They already do. And if the customers disagree, they can sue the company personally or as a class.
Lawsuits are expensive and tilt heavily in favor of whoever has the bigger pocket book.

Allowing market players to deceive consumers just creates bad incentives and terrible companies.

I do not have the 10 years and 10 million dollars required to sue any of the fortune 100 for any wrong doing regardless of its severity.

> Lawsuits are expensive

So are Teslas.

I get the argument. I’m not saying we legalise fraud. But if we’re spending the earnings of the average American, who barely earn enough in a whole year after tax to buy one, I would want to be damn sure there isn’t anything applicable to them being de-prioritised. (Hint: there is.)

If you’re buying an upgrade on a luxury car, you can afford a lawyer or find someone in a similar situation who can.

You can call a class action lawyer who will work on contingency and get part of the settlement and extra paymentnfor your effort as a class representative.
This is where the “free market will handle it!” completely fails as an argument.

Lawsuits are RIDICULOUSLY EXPENSIVE and are effectively inaccessible for almost all Americans. The civil and criminal legal systems are unbelievably tilted in favour of the wealthy.

The class action is paid for out of damages.
Well you are assuming a suit will even be possible. Let's not forget most force you to waive your right to a lawsuit, even a class action one, in favor of mediation. Where they choose the Mediator, the location, and the date/time.
Is the judiciary not funded by tax dollars? By your logic, Why should the judiciary get involved between two independent parties, when they could arbitrate among themselves?
And if a company repeatedly and systematically flauts this behavior?
Read the post again, it's clearly drawing a larger conclusion not limited to this dispute between the buyers of luxury cars and their makers!

And the argument that Tesla can only exist because they could mislead consumers thanks to weak American regulation seems pretty dubious.

Being able to add a 10%+ margin per vehicle to a 3% margin business provides incredible leverage.

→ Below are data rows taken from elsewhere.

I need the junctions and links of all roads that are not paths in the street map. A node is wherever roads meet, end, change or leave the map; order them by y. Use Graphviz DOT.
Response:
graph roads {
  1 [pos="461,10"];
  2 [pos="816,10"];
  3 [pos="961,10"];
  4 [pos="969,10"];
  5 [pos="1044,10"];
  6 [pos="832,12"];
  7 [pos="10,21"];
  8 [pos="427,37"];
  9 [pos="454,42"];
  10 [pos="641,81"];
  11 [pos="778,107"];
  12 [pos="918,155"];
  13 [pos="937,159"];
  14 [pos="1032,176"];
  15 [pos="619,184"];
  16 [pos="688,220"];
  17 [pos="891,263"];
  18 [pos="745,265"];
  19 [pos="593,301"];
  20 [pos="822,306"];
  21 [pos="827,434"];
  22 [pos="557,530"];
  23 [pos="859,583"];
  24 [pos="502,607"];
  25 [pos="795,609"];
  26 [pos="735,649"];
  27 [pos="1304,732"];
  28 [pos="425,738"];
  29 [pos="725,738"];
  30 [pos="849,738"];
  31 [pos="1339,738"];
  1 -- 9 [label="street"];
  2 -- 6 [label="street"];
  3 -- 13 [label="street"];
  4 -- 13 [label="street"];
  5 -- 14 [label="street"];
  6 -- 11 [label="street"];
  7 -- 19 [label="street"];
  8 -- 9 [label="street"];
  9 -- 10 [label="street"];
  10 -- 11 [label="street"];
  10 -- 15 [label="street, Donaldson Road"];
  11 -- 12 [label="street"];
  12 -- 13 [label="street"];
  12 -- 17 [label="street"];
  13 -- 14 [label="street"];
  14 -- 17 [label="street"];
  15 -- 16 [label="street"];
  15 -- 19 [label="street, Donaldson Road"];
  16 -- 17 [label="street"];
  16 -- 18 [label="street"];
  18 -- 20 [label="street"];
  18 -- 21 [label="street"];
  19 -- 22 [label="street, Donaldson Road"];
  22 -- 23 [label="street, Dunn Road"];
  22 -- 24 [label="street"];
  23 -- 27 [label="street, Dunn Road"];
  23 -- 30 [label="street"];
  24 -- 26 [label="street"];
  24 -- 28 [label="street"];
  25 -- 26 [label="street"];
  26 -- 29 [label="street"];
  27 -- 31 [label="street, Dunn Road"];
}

Even if Tesla sold the dad package to 30% of their customers then they’ve likely doubled their margins overall.

> Not sure why tax dollars need to be spent intervening

In Germany, we call - and punish! - things such as this as "unlauterer Wettbewerb" (roughly: Unfair business practices).

The reason why the German government spends tax dollars on cracking down on companies making false or misleading promises to consumers is to protect people from being exploited thousands of dollars or more, and to protect businesses who play by the rules from the beginning and so suffer from less sales.

In short: You need to spend tax dollars to have a sphere of good behavior for the common good.

Wasnt the german regulator actively protecting wirecard before its massive implosion?

Why would you want more bureaucrats when they dont even go after the bad apples, but instead they actively protect deceptive firms and real fraud??

Luxury car makers still should fraudulently sell incomplete products.
The lawsuit system of regulation isn’t inherently weak. The issue is that the details of the class action rules permit mass tortfeaers to buy global peace from lawyers effectively acting on their own behalf rather than truly having the class’ interests be primary.
a victim can opt out of the class action and pursue individual remedy, right?
Depends. Classes certified under 23(b)(3) can generally be opted out of, but those under (b)(1) or (b)(2) generally can’t.
Given that Tesla already allows purchasers of FSD to upgrade their hardware for free, they are clearly aware that they promised every car would have the required hardware for FSD, and are honoring that for FSD purchasers. So I don't see why they shouldn't do the same for subscribers.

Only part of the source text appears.